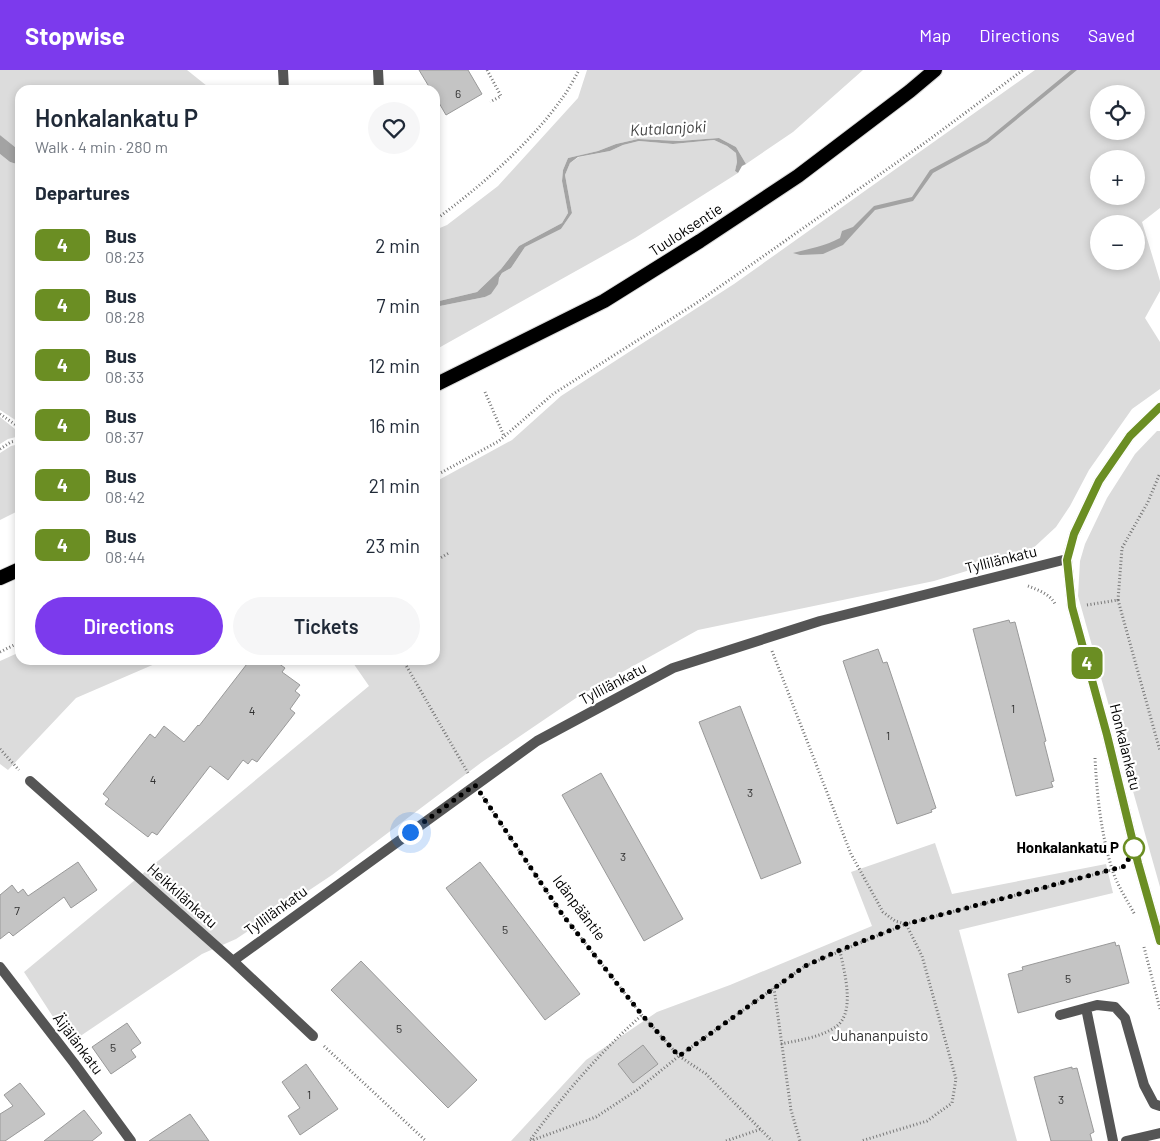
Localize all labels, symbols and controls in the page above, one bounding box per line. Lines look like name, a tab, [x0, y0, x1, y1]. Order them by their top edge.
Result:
text: Stopwise	[25, 21, 125, 50]
text: Map	[919, 24, 951, 46]
text: Directions	[979, 24, 1060, 46]
text: Saved	[1088, 24, 1135, 46]
map controls	[1090, 85, 1145, 270]
button: locate	[1090, 85, 1145, 140]
house number: 6	[455, 86, 461, 100]
button: heart	[368, 102, 420, 154]
text: Honkalankatu P	[35, 103, 198, 132]
water label: Kutalanjoki	[629, 116, 707, 139]
text: Walk · 4 min · 280 m	[35, 137, 168, 156]
button: +	[1090, 150, 1145, 205]
text: Departures	[35, 181, 130, 204]
street label: Tuuloksentie	[645, 199, 725, 259]
button: −	[1090, 215, 1145, 270]
text: Bus	[105, 224, 137, 247]
text: 4	[57, 234, 68, 256]
text: 2 min	[375, 234, 420, 257]
text: 08:23	[105, 247, 145, 266]
text: Bus	[105, 284, 137, 307]
text: 4	[57, 294, 68, 316]
text: 7 min	[376, 294, 420, 317]
text: 08:28	[105, 307, 145, 326]
text: Bus	[105, 344, 137, 367]
text: 4	[57, 354, 68, 376]
text: 12 min	[369, 354, 420, 377]
text: 08:33	[105, 367, 144, 386]
text: Bus	[105, 404, 137, 427]
text: 4	[57, 414, 68, 436]
text: 16 min	[369, 414, 420, 437]
text: 08:37	[105, 427, 144, 446]
text: Bus	[105, 464, 137, 487]
text: 4	[57, 474, 68, 496]
text: 21 min	[369, 474, 420, 497]
text: 08:42	[105, 487, 145, 506]
text: Bus	[105, 524, 137, 547]
text: 4	[57, 534, 68, 556]
text: 23 min	[366, 534, 420, 557]
street label: Tyllilänkatu	[963, 541, 1039, 577]
text: 08:44	[105, 547, 145, 566]
button: Directions	[35, 597, 223, 655]
button: Tickets	[233, 597, 420, 655]
line badge: 4	[1071, 647, 1103, 679]
text: 4	[1082, 652, 1092, 674]
street label: Tyllilänkatu	[576, 658, 649, 708]
house number: 1	[1011, 701, 1015, 715]
street label: Honkalankatu	[1106, 702, 1145, 792]
house number: 4	[249, 703, 255, 717]
house number: 1	[886, 728, 890, 742]
house number: 4	[150, 772, 156, 786]
house number: 3	[747, 785, 753, 799]
your location	[398, 820, 423, 845]
marker: Honkalankatu P	[1123, 837, 1145, 859]
place label: Honkalankatu P	[1016, 838, 1119, 856]
house number: 3	[620, 849, 626, 863]
street label: Heikkilänkatu	[144, 859, 221, 931]
street label: Idänpääntie	[550, 871, 610, 943]
street label: Tyllilänkatu	[240, 881, 310, 939]
house number: 7	[14, 903, 20, 917]
house number: 5	[502, 922, 508, 936]
house number: 5	[1065, 971, 1071, 985]
street label: Äijälänkatu	[50, 1009, 108, 1078]
house number: 5	[396, 1021, 402, 1035]
park label: Juhananpuisto	[831, 1026, 929, 1044]
house number: 5	[110, 1040, 116, 1054]
house number: 1	[307, 1087, 311, 1101]
house number: 3	[1058, 1092, 1064, 1106]

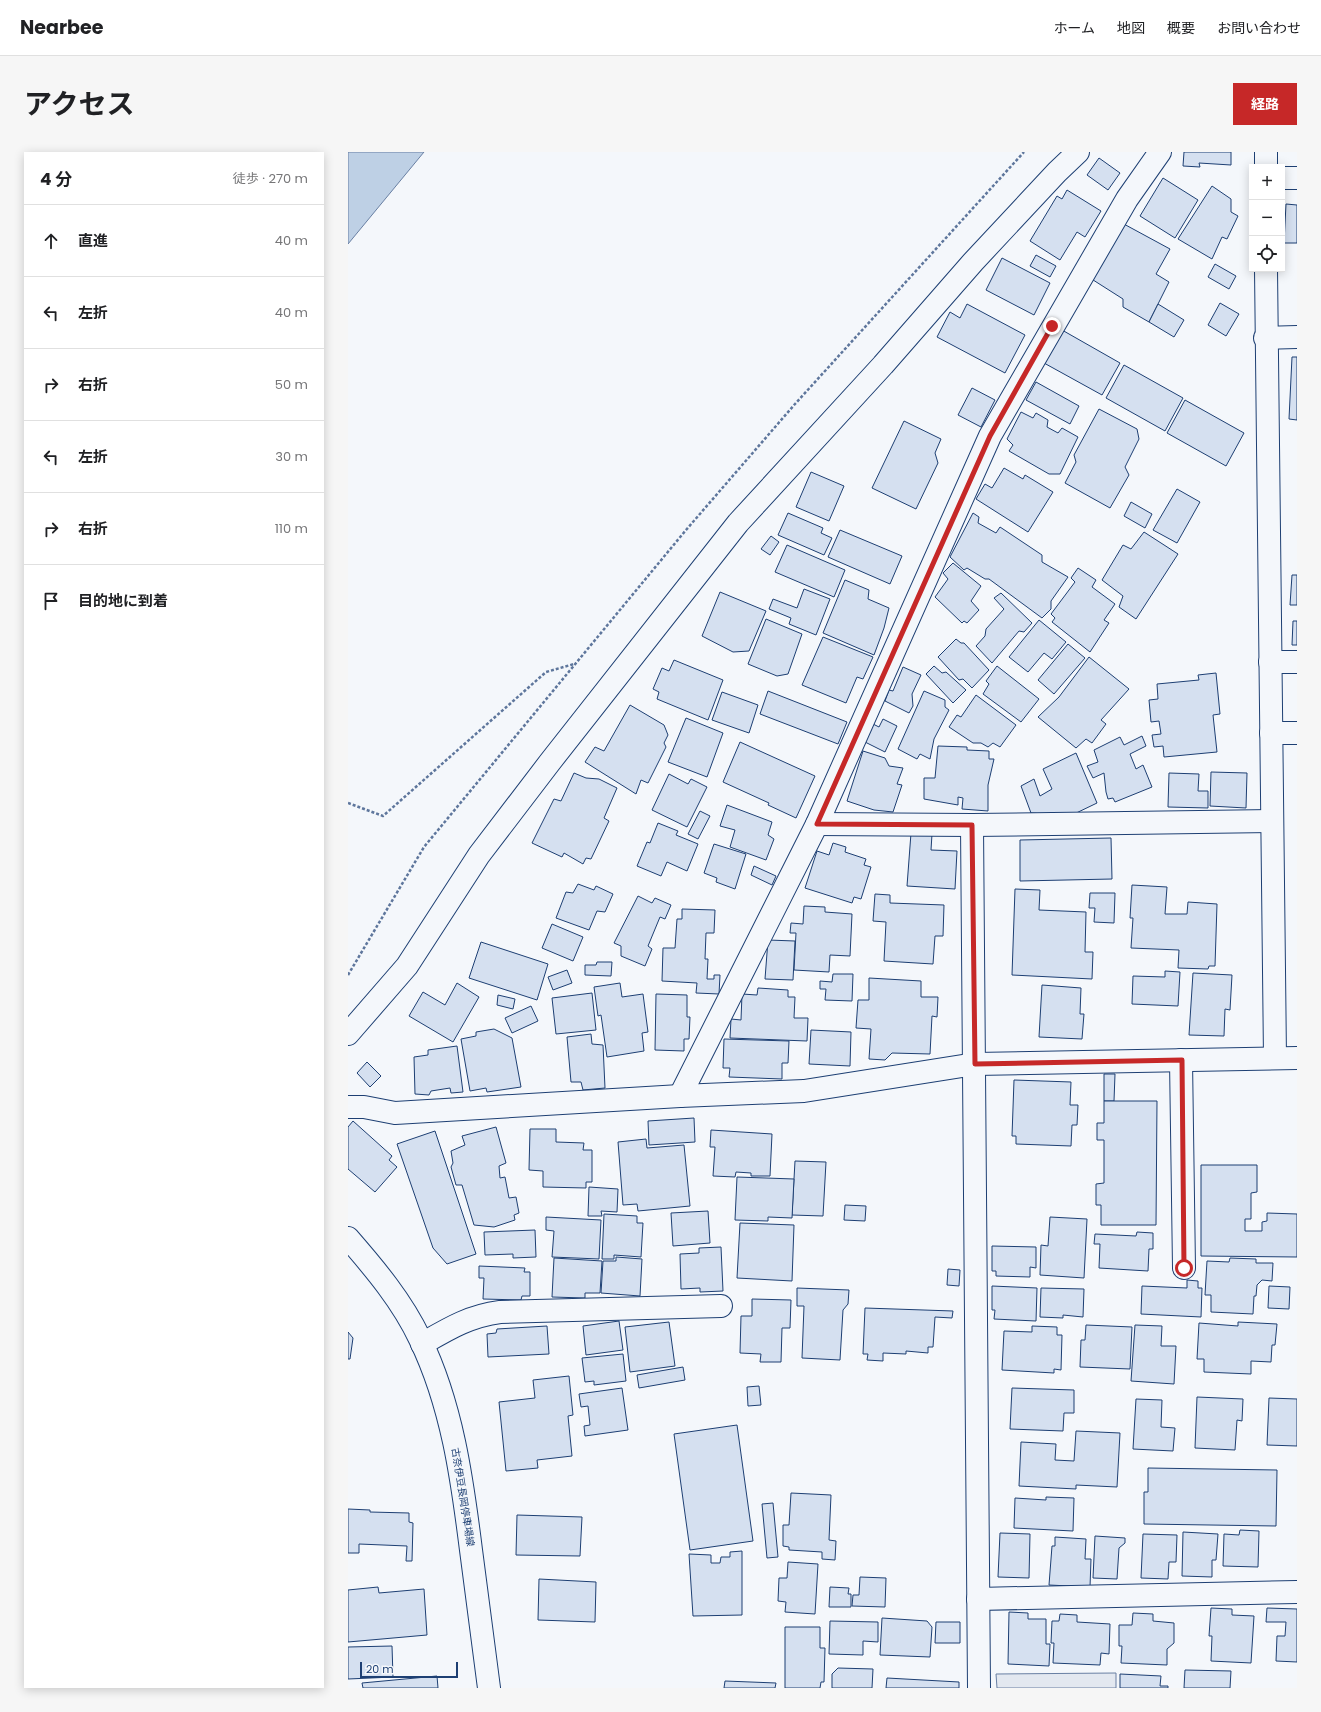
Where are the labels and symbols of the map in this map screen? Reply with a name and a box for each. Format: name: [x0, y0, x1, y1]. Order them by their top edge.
route end: [1043, 317, 1061, 335]
route start: [1175, 1259, 1193, 1277]
street label: 古奈伊豆長岡停車場線: [448, 1446, 478, 1548]
scale bar: [360, 1660, 458, 1679]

### Aim of the exercise:
Quote every line of the records above exactly; no picture is to be copied.

### Response to this task:
Localize all labels, symbols and controls in the page above, one bounding box per line. Lines look like name, a tab, [x0, y0, x1, y1]. Order them by their top edge.
Result:
text: Stopwise	[25, 21, 125, 50]
text: Map	[919, 24, 951, 46]
text: Directions	[979, 24, 1060, 46]
text: Saved	[1088, 24, 1135, 46]
map controls	[1090, 85, 1145, 270]
button: locate	[1090, 85, 1145, 140]
house number: 6	[455, 86, 461, 100]
button: heart	[368, 102, 420, 154]
text: Honkalankatu P	[35, 103, 198, 132]
water label: Kutalanjoki	[629, 116, 707, 139]
text: Walk · 4 min · 280 m	[35, 137, 168, 156]
button: +	[1090, 150, 1145, 205]
text: Departures	[35, 181, 130, 204]
street label: Tuuloksentie	[645, 199, 725, 259]
button: −	[1090, 215, 1145, 270]
text: Bus	[105, 224, 137, 247]
text: 4	[57, 234, 68, 256]
text: 2 min	[375, 234, 420, 257]
text: 08:23	[105, 247, 145, 266]
text: Bus	[105, 284, 137, 307]
text: 4	[57, 294, 68, 316]
text: 7 min	[376, 294, 420, 317]
text: 08:28	[105, 307, 145, 326]
text: Bus	[105, 344, 137, 367]
text: 4	[57, 354, 68, 376]
text: 12 min	[369, 354, 420, 377]
text: 08:33	[105, 367, 144, 386]
text: Bus	[105, 404, 137, 427]
text: 4	[57, 414, 68, 436]
text: 16 min	[369, 414, 420, 437]
text: 08:37	[105, 427, 144, 446]
text: Bus	[105, 464, 137, 487]
text: 4	[57, 474, 68, 496]
text: 21 min	[369, 474, 420, 497]
text: 08:42	[105, 487, 145, 506]
text: Bus	[105, 524, 137, 547]
text: 4	[57, 534, 68, 556]
text: 23 min	[366, 534, 420, 557]
street label: Tyllilänkatu	[963, 541, 1039, 577]
text: 08:44	[105, 547, 145, 566]
button: Directions	[35, 597, 223, 655]
button: Tickets	[233, 597, 420, 655]
line badge: 4	[1071, 647, 1103, 679]
text: 4	[1082, 652, 1092, 674]
street label: Tyllilänkatu	[576, 658, 649, 708]
house number: 1	[1011, 701, 1015, 715]
street label: Honkalankatu	[1106, 702, 1145, 792]
house number: 4	[249, 703, 255, 717]
house number: 1	[886, 728, 890, 742]
house number: 4	[150, 772, 156, 786]
house number: 3	[747, 785, 753, 799]
your location	[398, 820, 423, 845]
marker: Honkalankatu P	[1123, 837, 1145, 859]
place label: Honkalankatu P	[1016, 838, 1119, 856]
house number: 3	[620, 849, 626, 863]
street label: Heikkilänkatu	[144, 859, 221, 931]
street label: Idänpääntie	[550, 871, 610, 943]
street label: Tyllilänkatu	[240, 881, 310, 939]
house number: 7	[14, 903, 20, 917]
house number: 5	[502, 922, 508, 936]
house number: 5	[1065, 971, 1071, 985]
street label: Äijälänkatu	[50, 1009, 108, 1078]
house number: 5	[396, 1021, 402, 1035]
park label: Juhananpuisto	[831, 1026, 929, 1044]
house number: 5	[110, 1040, 116, 1054]
house number: 1	[307, 1087, 311, 1101]
house number: 3	[1058, 1092, 1064, 1106]

Where are the labels and symbols of the map in this map screen? Reply with a name and a box for each. Format: name: [x0, y0, x1, y1]. Order them by their top edge.
route end: [1043, 317, 1061, 335]
route start: [1175, 1259, 1193, 1277]
street label: 古奈伊豆長岡停車場線: [448, 1446, 478, 1548]
scale bar: [360, 1660, 458, 1679]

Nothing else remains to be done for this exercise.